Defendants also note that some of the time allegedly spent by Mr. Concannon was for court appearances in which he was not present. The same is true of time charged for research that is not described in specific terms. Neither has plaintiff attempted to refute defendants’ argument that from one half hour to an hour is excessive for routine one or two paragraph letters. While I do not necessarily think that all of the time about which defendants complain should be held noncompensable, it is plaintiffs burden to show the reasonableness of fees sought as well as the accuracy of his time records. Plaintiffs failure to even respond to defendants’ argument justifies some reduction in hours. I conclude that the amount of time should be reduced by 50 hours. I note, however, that any attorney would have been required to spend a considerable amount of time on this case due to defendants’ lengthy attempt to avoid payment of the bills through various legal maneuvers. The time allowed by this opinion, 250 hours, is within a reasonable range under the circumstances. Accordingly, I conclude that plaintiff is entitled to attorney’s fees in the amount of $43,-750.00, plus costs in the amount of $1,650.00.

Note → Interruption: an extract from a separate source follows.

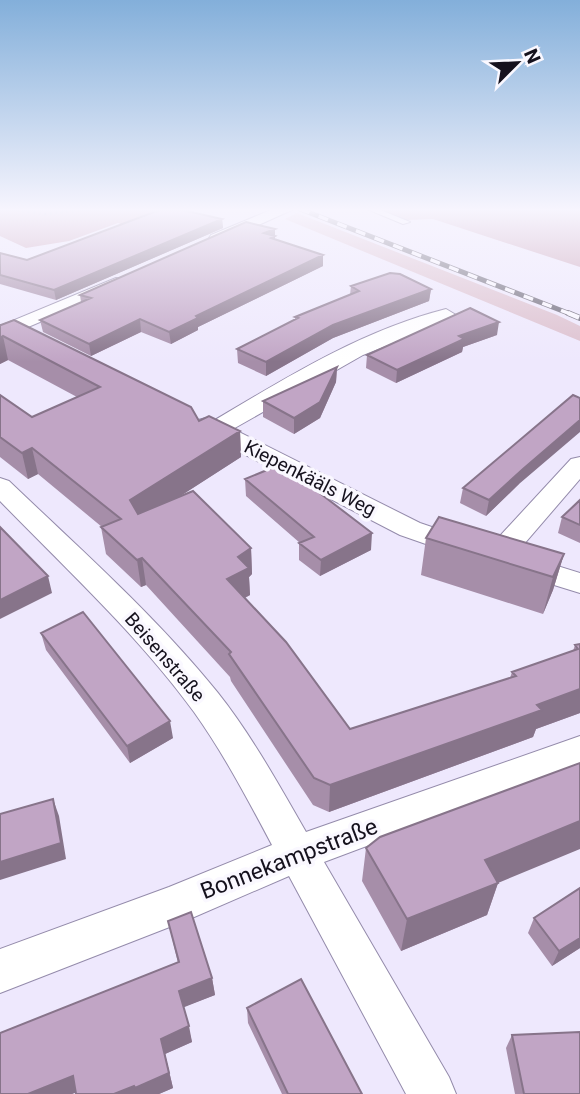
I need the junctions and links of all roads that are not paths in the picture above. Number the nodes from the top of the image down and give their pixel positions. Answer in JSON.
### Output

Plaintiffs request for a multiplier in addition to this amount is denied.

Conclusion

For the reasons stated above, the Rosses’ motion for attorney’s fees is granted, in part, and denied, in part. The defendant shall pay attorney’s fees in the amount of $43,750.00 and costs in the amount of $1,650.00 
      
      . This determination is reviewed under the clearly erroneous standard. In re Burlington Northern, 832 F.2d at 425.
     
      
      . This determination is reviewed under the abuse of discretion standard. In re Burlington Northern, Inc., 832 F.2d at 425.
     
      
      . In view of this admission, the defendants’ argument that it was the Rosses who sought to frustrate the administrative review process at this point in the litigation is meritless.
     
      
      . The Rosses’ motion to compel production of the defendants' financial records to ascertain the defendants’ ability to satisfy the attorneys' fees award is denied as moot.